Pluripotent Stem Cell-Derived Hematopoietic Progenitors Are Unable to Downregulate Key Epithelial-Mesenchymal Transition-Associated miRNAs
Ellie Meader, Tomas Barta, Dario Melguizo‐Sanchis, Katarzyna Tilgner, David Montaner, Ashraf A. El‐Harouni, Lyle Armstrong, Majlinda Lako
In principle, pluripotent stem cell-derived hematopoietic progenitors (P-HPCs) represent an alternative to bone marrow transplantation, but their ability to engraft in the bone marrow of recipient animals is poor. Current evidence suggests that defects in the migratory and homing capacity of the transplanted cells are due to misregulation of mRNA expression and lead to their failure to engraft. In an elegant study, Ellie Meader and colleagues compared the expression profile of hematopoietic progenitors derived from pluripotent stem cells to those derived from marrow. They found that a network of microRNAs affecting epithelial-mesenchymal transition or metastasis are highly expressed in the pluripotent-derived cells and hypothesized that this leads to an adherent phenotype with a defect in hematopoietic differentiation. Five of the miRNAs shown to maintain high expression in P‐HPCs, but not in HSCs, were chosen for inhibition, based on their well‐defined and validated roles in the EMT process. Although the expression of the target miRNAs was robustly inhibited, the effect on the expression of key EMT‐associated transcription factors that are targets of some, or all, of the inhibited miRNAs was not statistically significant. Thus a need remains for further mechanistic studies to establish the cause of the failure to engraft, which could ultimately pave the way for a valuable source of cells for transplantation.

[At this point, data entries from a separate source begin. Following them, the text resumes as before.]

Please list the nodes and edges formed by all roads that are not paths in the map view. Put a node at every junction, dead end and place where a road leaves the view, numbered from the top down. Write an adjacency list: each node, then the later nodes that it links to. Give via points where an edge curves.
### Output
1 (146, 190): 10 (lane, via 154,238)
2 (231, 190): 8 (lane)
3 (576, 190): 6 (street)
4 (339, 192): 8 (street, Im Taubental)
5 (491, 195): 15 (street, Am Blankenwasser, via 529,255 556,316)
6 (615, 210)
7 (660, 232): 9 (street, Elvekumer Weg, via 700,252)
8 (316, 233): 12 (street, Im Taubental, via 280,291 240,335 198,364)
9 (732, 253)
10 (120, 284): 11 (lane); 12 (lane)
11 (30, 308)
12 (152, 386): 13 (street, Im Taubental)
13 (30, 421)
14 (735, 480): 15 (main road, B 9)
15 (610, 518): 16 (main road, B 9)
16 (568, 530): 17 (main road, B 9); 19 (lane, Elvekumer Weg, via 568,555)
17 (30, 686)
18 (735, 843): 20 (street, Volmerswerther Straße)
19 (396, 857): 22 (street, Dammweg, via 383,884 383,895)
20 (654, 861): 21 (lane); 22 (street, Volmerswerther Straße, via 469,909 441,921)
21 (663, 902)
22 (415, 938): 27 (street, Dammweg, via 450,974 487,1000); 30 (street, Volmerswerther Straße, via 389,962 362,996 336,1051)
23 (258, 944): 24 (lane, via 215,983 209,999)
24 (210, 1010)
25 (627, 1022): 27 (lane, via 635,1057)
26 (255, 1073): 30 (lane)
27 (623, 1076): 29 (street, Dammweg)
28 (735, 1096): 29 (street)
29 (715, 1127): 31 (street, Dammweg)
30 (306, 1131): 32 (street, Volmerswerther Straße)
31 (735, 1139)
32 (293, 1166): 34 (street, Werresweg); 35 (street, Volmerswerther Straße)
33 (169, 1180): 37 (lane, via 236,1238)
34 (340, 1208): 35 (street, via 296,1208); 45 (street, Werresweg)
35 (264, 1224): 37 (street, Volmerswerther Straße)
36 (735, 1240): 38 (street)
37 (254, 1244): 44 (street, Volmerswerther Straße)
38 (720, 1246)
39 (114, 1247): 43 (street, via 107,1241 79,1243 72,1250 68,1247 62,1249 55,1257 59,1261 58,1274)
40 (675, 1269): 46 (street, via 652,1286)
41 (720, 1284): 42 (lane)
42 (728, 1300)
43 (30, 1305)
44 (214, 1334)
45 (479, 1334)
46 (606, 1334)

Concise Review: Cell Therapy for Critical Limb Ischemia: An Integrated Review of Preclinical and Clinical Studies
Mohammad Qadura, Daniella C. Terenzi, Subodh Verma, Mohammed Al‐Omran, David A. Hess
Critical limb ischemia (CLI), caused by peripheral artery disease, is characterized by unacceptably high morbidity and mortality. In an absorbing account of recent preclinical and clinical studies Mohammad Qadura and colleagues propose that optimized blood vessel formation may require paracrine and structural contributions from a repertoire of progenitor cells, angiocrine-secreting myeloid cells, tubule-forming endothelial cells, and vessel-stabilizing perivascular cells derived from mesenchymal stem cells. A better understanding of the coordination of this myriad of cells and their signaling may therefore be the key to translating the potential of stem cells into curative therapies for CLI. Emerging concepts and technologies point to the integration of multiple bioengineered matrices and multiple cell types to expedite progress toward cell therapy trials for CLI.